**Problem description**
If a line of the data below contains the string "Dale", copy it into your answer.

────────────────

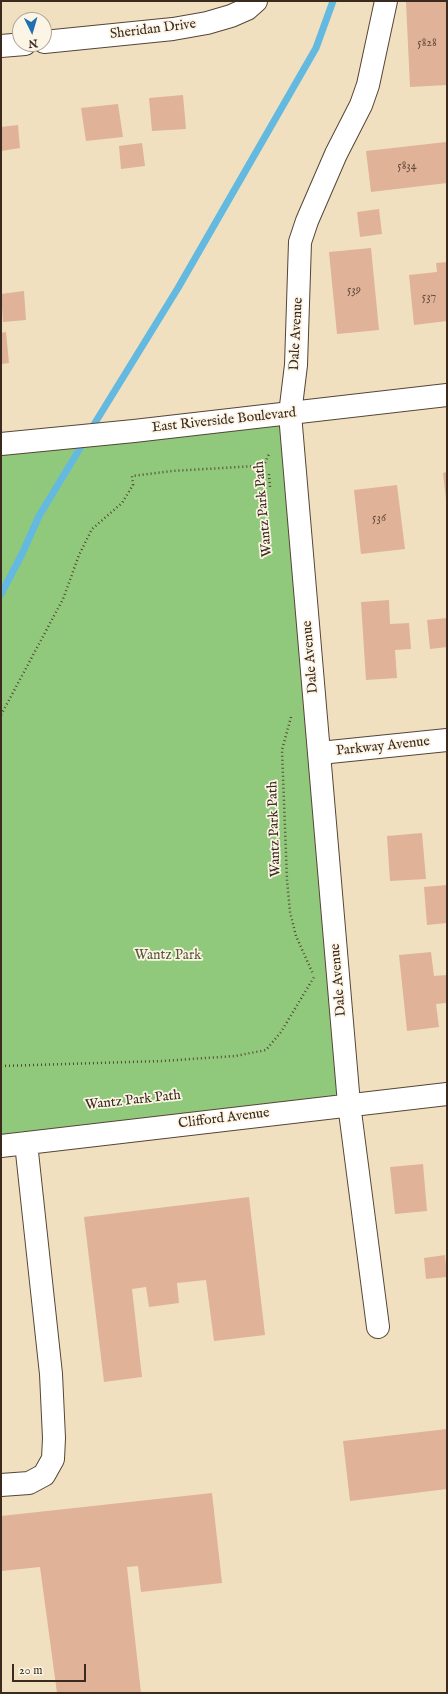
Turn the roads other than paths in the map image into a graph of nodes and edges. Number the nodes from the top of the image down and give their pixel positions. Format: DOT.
graph roads {
  1 [pos="256,1"];
  2 [pos="386,1"];
  3 [pos="52,41"];
  4 [pos="12,45"];
  5 [pos="1,46"];
  6 [pos="447,395"];
  7 [pos="290,414"];
  8 [pos="1,444"];
  9 [pos="447,740"];
  10 [pos="320,753"];
  11 [pos="447,1094"];
  12 [pos="349,1104"];
  13 [pos="26,1143"];
  14 [pos="1,1146"];
  15 [pos="378,1327"];
  16 [pos="1,1485"];
  1 -- 3 [label="street, Sheridan Drive"];
  2 -- 7 [label="street, Dale Avenue"];
  4 -- 5 [label="street"];
  6 -- 7 [label="street, East Riverside Boulevard"];
  7 -- 8 [label="street, East Riverside Boulevard"];
  7 -- 10 [label="street, Dale Avenue"];
  9 -- 10 [label="street, Parkway Avenue"];
  10 -- 12 [label="street, Dale Avenue"];
  11 -- 12 [label="street, Clifford Avenue"];
  12 -- 13 [label="street, Clifford Avenue"];
  12 -- 15 [label="street, Dale Avenue"];
  13 -- 14 [label="street, Clifford Avenue"];
  13 -- 16 [label="street"];
}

────────────────

**Solved problem**
  2 -- 7 [label="street, Dale Avenue"];
  7 -- 10 [label="street, Dale Avenue"];
  10 -- 12 [label="street, Dale Avenue"];
  12 -- 15 [label="street, Dale Avenue"];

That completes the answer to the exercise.